WHAT YOU NEED TO DO: Read the records beneath this task and copy every line that contains the string "Clair".

Top of DATA FOR THIS TASK

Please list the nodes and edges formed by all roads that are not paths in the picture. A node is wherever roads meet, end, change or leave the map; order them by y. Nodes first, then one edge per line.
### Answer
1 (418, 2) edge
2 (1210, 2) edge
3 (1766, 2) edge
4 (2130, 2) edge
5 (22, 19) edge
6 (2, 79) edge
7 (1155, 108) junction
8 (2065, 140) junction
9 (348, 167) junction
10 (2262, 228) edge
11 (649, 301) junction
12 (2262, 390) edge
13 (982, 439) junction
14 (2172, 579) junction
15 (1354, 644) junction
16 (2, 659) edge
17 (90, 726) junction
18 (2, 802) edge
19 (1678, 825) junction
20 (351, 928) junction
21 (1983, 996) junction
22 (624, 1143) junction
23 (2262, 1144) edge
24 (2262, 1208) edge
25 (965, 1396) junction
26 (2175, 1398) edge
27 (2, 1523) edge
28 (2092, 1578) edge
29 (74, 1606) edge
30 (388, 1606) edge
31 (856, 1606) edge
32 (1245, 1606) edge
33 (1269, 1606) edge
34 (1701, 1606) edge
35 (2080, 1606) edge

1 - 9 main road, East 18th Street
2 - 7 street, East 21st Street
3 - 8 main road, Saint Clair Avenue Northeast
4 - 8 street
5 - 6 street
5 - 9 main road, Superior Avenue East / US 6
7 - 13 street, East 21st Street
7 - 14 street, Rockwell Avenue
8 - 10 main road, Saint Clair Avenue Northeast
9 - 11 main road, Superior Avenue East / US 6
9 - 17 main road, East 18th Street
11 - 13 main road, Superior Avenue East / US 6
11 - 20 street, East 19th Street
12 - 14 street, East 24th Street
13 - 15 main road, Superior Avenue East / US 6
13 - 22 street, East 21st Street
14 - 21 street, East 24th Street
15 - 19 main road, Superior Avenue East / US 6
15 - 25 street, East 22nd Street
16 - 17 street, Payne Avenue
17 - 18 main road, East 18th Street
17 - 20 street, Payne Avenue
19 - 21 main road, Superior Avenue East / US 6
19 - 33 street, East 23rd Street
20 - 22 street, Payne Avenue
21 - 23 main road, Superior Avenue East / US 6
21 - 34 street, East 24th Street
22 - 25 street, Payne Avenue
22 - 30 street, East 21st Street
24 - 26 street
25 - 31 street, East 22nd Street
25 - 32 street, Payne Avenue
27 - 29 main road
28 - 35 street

Bottom of DATA FOR THIS TASK

SOLUTION TO THE PROBLEM:
3 - 8 main road, Saint Clair Avenue Northeast
8 - 10 main road, Saint Clair Avenue Northeast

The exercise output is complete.